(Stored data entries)

============================================================

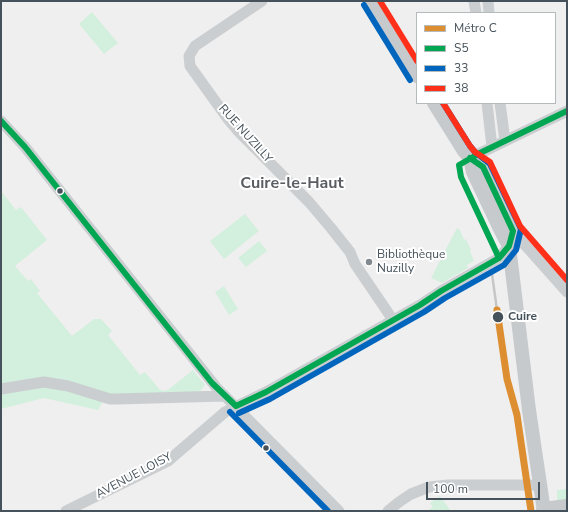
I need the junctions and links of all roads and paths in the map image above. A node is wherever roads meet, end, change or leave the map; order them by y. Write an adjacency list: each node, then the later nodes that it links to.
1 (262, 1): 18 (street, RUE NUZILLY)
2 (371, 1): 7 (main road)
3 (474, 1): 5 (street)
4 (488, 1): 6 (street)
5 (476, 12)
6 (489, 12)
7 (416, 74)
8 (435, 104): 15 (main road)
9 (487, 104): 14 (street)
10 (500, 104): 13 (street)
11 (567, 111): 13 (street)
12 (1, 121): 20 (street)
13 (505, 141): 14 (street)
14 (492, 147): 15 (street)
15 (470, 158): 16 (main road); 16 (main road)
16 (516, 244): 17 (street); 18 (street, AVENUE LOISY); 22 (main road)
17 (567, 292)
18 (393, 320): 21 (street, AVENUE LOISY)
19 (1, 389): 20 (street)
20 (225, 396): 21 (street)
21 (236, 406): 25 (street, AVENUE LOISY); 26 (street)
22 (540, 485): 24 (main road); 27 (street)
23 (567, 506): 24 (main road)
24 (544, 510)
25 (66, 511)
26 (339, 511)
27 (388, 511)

============================================================

YOUR ASSIGNMENT:
No picture belongs in the answer; the rest of the records must be repeated exactly.

RESULT FOR THIS EXERCISE:
I need the junctions and links of all roads and paths in the map image above. A node is wherever roads meet, end, change or leave the map; order them by y. Write an adjacency list: each node, then the later nodes that it links to.
1 (262, 1): 18 (street, RUE NUZILLY)
2 (371, 1): 7 (main road)
3 (474, 1): 5 (street)
4 (488, 1): 6 (street)
5 (476, 12)
6 (489, 12)
7 (416, 74)
8 (435, 104): 15 (main road)
9 (487, 104): 14 (street)
10 (500, 104): 13 (street)
11 (567, 111): 13 (street)
12 (1, 121): 20 (street)
13 (505, 141): 14 (street)
14 (492, 147): 15 (street)
15 (470, 158): 16 (main road); 16 (main road)
16 (516, 244): 17 (street); 18 (street, AVENUE LOISY); 22 (main road)
17 (567, 292)
18 (393, 320): 21 (street, AVENUE LOISY)
19 (1, 389): 20 (street)
20 (225, 396): 21 (street)
21 (236, 406): 25 (street, AVENUE LOISY); 26 (street)
22 (540, 485): 24 (main road); 27 (street)
23 (567, 506): 24 (main road)
24 (544, 510)
25 (66, 511)
26 (339, 511)
27 (388, 511)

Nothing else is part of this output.